Only then did Ralph seem to acknowledge the man, by giving him a slight nod. Ralph walked along the fence, which ended at the corner of the block, and then he turned right, angling across the street. He stepped between two parked cars and continued along the sidewalk, still holding the plates, though now raising them up and looking at them, as if he'd just discovered that he was holding something. He was on a narrow side street, where the buildings were faceless, with neither curtains nor blinds in the windows. When he came upon a subway grate, he bent down and tried to slip the license plates through, but they wouldn't fit. He turned down a busier street. After a few paces, he suddenly stopped and headed back in the opposite direction. At the corner of the street, a drainage gutter was along the curb. Without losing stride, Ralph dropped the plates into the gutter, and then his bandaged hand rose up to his suit jacket and took out the pack of cigarettes again. Smoking the newly lit cigarette, he approached a cart on the corner, where a man in a bulky brown coat was selling hot pretzels. Ralph looked at the man intensely for a moment, and the man looked back at him with a puzzled expression, but before he could say anything, Ralph resumed walking. A little farther up, at another stand, Ralph bought a newspaper and a cup of coffee. With the paper tucked under his arm and the cigarette in his mouth, he descended the stairs into the subway.

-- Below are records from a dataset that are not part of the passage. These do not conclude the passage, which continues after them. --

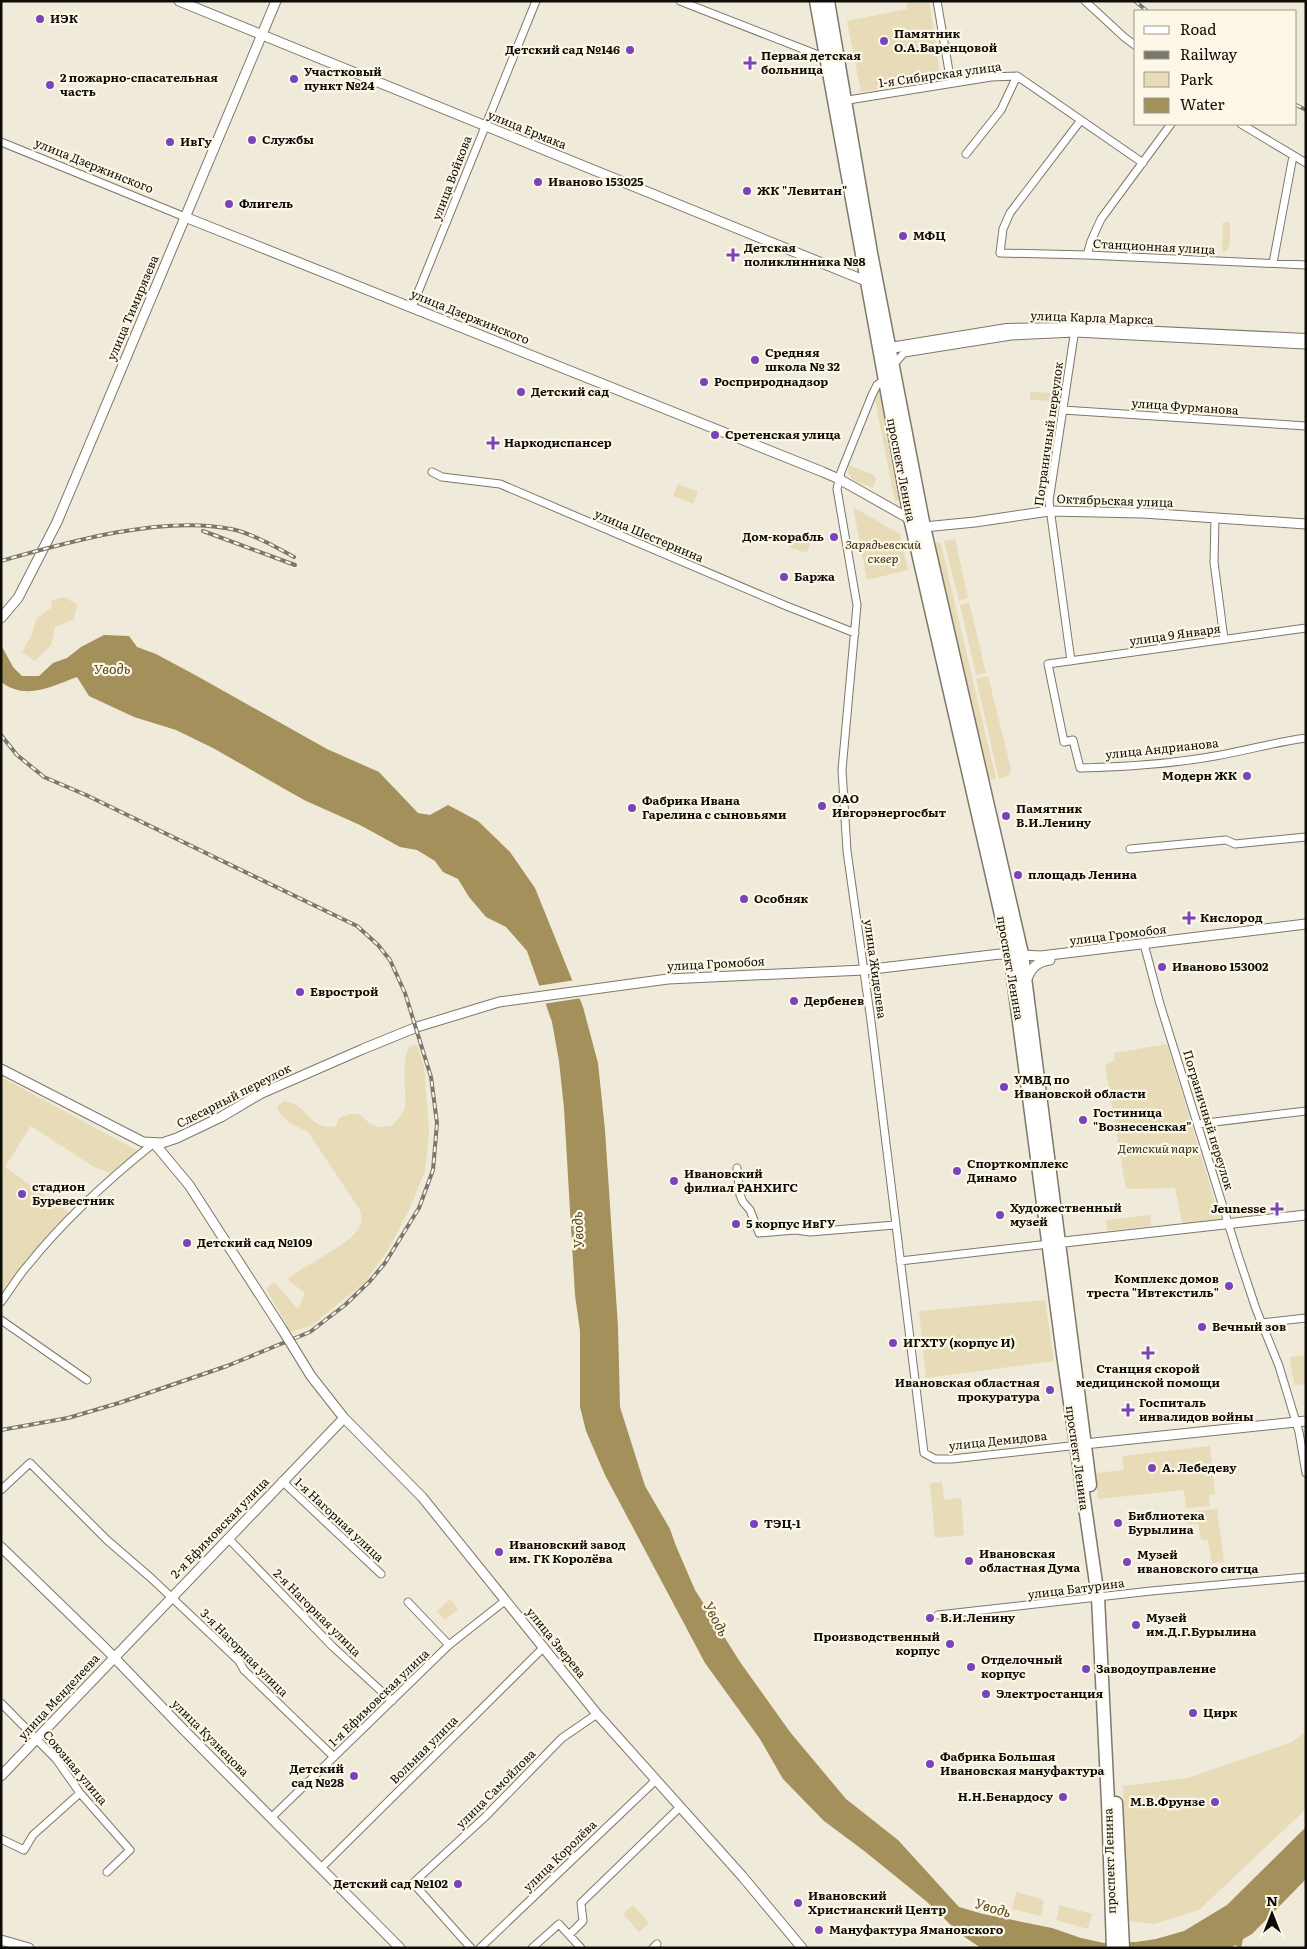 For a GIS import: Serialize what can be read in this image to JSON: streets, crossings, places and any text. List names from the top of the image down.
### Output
{
  "streets": {
    "highway": ["проспект Ленина"],
    "main road": [
      "улица Ермака",
      "улица Дзержинского",
      "улица Тимирязева",
      "улица Карла Маркса",
      "Октябрьская улица",
      "улица Громобоя",
      "Слесарный переулок",
      "улица Демидова",
      "2-я Ефимовская улица",
      "улица Зверева",
      "улица Менделеева",
      "улица Кузнецова"
    ],
    "street": [
      "1-я Сибирская улица",
      "улица Войкова",
      "Станционная улица",
      "улица Фурманова",
      "Пограничный переулок",
      "улица Шестернина",
      "улица 9 Января",
      "улица Андрианова",
      "улица Жиделева",
      "1-я Нагорная улица",
      "улица Батурина",
      "2-я Нагорная улица",
      "3-я Нагорная улица",
      "1-я Ефимовская улица",
      "Вольная улица",
      "Союзная улица",
      "улица Самойлова",
      "улица Королёва"
    ]
  },
  "crossings": [
    ["1-я Сибирская улица", "Станционная улица"],
    ["1-я Сибирская улица", "проспект Ленина"],
    ["улица Ермака", "улица Войкова"],
    ["улица Ермака", "улица Тимирязева"],
    ["улица Ермака", "проспект Ленина"],
    ["улица Дзержинского", "улица Войкова"],
    ["улица Дзержинского", "улица Тимирязева"],
    ["улица Дзержинского", "проспект Ленина"],
    ["улица Дзержинского", "Октябрьская улица"],
    ["улица Дзержинского", "улица Жиделева"],
    ["улица Карла Маркса", "Пограничный переулок"],
    ["улица Карла Маркса", "проспект Ленина"],
    ["улица Фурманова", "Пограничный переулок"],
    ["Пограничный переулок", "Октябрьская улица"],
    ["Пограничный переулок", "улица 9 Января"],
    ["Пограничный переулок", "улица Громобоя"],
    ["Пограничный переулок", "улица Демидова"],
    ["проспект Ленина", "Октябрьская улица"],
    ["проспект Ленина", "улица Громобоя"],
    ["проспект Ленина", "улица Демидова"],
    ["проспект Ленина", "улица Батурина"],
    ["улица Шестернина", "улица Жиделева"],
    ["улица 9 Января", "улица Андрианова"],
    ["улица Громобоя", "улица Жиделева"],
    ["улица Громобоя", "Слесарный переулок"],
    ["улица Жиделева", "улица Демидова"],
    ["Слесарный переулок", "улица Зверева"],
    ["1-я Нагорная улица", "2-я Ефимовская улица"],
    ["2-я Ефимовская улица", "2-я Нагорная улица"],
    ["2-я Ефимовская улица", "улица Зверева"],
    ["2-я Ефимовская улица", "3-я Нагорная улица"],
    ["2-я Ефимовская улица", "улица Менделеева"],
    ["2-я Ефимовская улица", "улица Кузнецова"],
    ["2-я Нагорная улица", "1-я Ефимовская улица"],
    ["улица Зверева", "1-я Ефимовская улица"],
    ["улица Зверева", "Вольная улица"],
    ["улица Зверева", "улица Самойлова"],
    ["улица Зверева", "улица Королёва"],
    ["3-я Нагорная улица", "1-я Ефимовская улица"],
    ["улица Менделеева", "улица Кузнецова"],
    ["улица Менделеева", "Союзная улица"],
    ["1-я Ефимовская улица", "улица Кузнецова"],
    ["улица Кузнецова", "Вольная улица"]
  ],
  "water": ["Уводь"],
  "parks": ["Зарядьевский сквер", "Детский парк"],
  "places": {
    "other": [
      "ИЭК",
      "Памятник О.А.Варенцовой",
      "Детский сад №146",
      "Участковый пункт №24",
      "2 пожарно-спасательная часть",
      "Службы",
      "ИвГу",
      "Иваново 153025",
      "ЖК \"Левитан\"",
      "Флигель",
      "МФЦ",
      "Средняя школа № 32",
      "Росприроднадзор",
      "Детский сад",
      "Сретенская улица",
      "Дом-корабль",
      "Баржа",
      "Модерн ЖК",
      "ОАО Ивгорэнергосбыт",
      "Фабрика Ивана Гарелина с сыновьями",
      "Памятник В.И.Ленину",
      "площадь Ленина",
      "Особняк",
      "Иваново 153002",
      "Еврострой",
      "Дербенев",
      "УМВД по Ивановской области",
      "Гостиница \"Вознесенская\"",
      "Спорткомплекс Динамо",
      "Ивановский филиал РАНХИГС",
      "стадион Буревестник",
      "Художественный музей",
      "5 корпус ИвГУ",
      "Детский сад №109",
      "Комплекс домов треста \"Ивтекстиль\"",
      "Вечный зов",
      "ИГХТУ (корпус И)",
      "Ивановская областная прокуратура",
      "А. Лебедеву",
      "Библиотека Бурылина",
      "ТЭЦ-1",
      "Ивановский завод им. ГК Королёва",
      "Ивановская областная Дума",
      "Музей ивановского ситца",
      "В.И.Ленину",
      "Музей им.Д.Г.Бурылина",
      "Производственный корпус",
      "Отделочный корпус",
      "Заводоуправление",
      "Электростанция",
      "Цирк",
      "Фабрика Большая Ивановская мануфактура",
      "Детский сад №28",
      "Н.Н.Бенардосу",
      "М.В.Фрунзе",
      "Детский сад №102",
      "Ивановский Христианский Центр",
      "Мануфактура Ямановского"
    ],
    "health": [
      "Первая детская больница",
      "Детская поликлинника №8",
      "Наркодиспансер",
      "Кислород",
      "Jeunesse",
      "Станция скорой медицинской помощи",
      "Госпиталь инвалидов войны"
    ]
  },
  "legend": [
    "Road",
    "Railway",
    "Park",
    "Water"
  ],
  "north": "top"
}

There was a girl this time, standing beside a tree behind Kyle's small detached garage and watching Ray as he walked up to the back of the house and then lifted himself up to peer into the bay window. He glanced at the girl. Before the back door, there was a slab of concrete, where a gas grill sat beneath a black tarp. He waved the girl over, and she left the cover of the tree and came across the lawn. She was slender, the openings of her short shirtsleeves flared a bit at her shoulders, and her sandy brown hair was pulled back from her face with a purple barrette. Ray looked at her as she inspected the house.
“There's no car in the driveway,” Ray said. “That fat real estate lady hasn't even been here in almost a month. They'll never sell this place, especially that woman. She's a cow.”
“Stop it, Ray,” the girl said.
“It's true,” he said. “Wait here. I'll let you in.”
He walked alongside the house, and just on the other side of the air conditioner unit, he sat down on the grass and lightly tapped the bottom edge of a casement window with his heel. The hinges squealed, and they were so rusty that once the window was open, it didn't swing itself shut. Ray turned onto his stomach and slipped himself feet first through the narrow opening. Shortly after he disappeared, the window closed, from the inside.
The girl waited on the concrete slab. She stooped down and lifted up a ceramic flowerpot that was on the ground beside the door. When Ray opened the door and stuck his head out, he saw her standing there with the pot in both of her hands.
“What are you doing?” he asked.
“Looking for a key.”
“I'm already inside.” He smiled at her. “You're a goofy girl.”
Putting the pot down, she said,
“You're
a goofy girl.”
He held the door open, and she stepped past him. He followed her from the foyer, into the kitchen, where she took a seat at the table. He glanced out the bay window for a second, as a precaution perhaps, and then sat across from her. He kept his eyes upon her face as she looked about the kitchen as though it were a museum. When she met his eyes, she let her gaze linger a moment, before standing up and walking out of the kitchen. He followed her.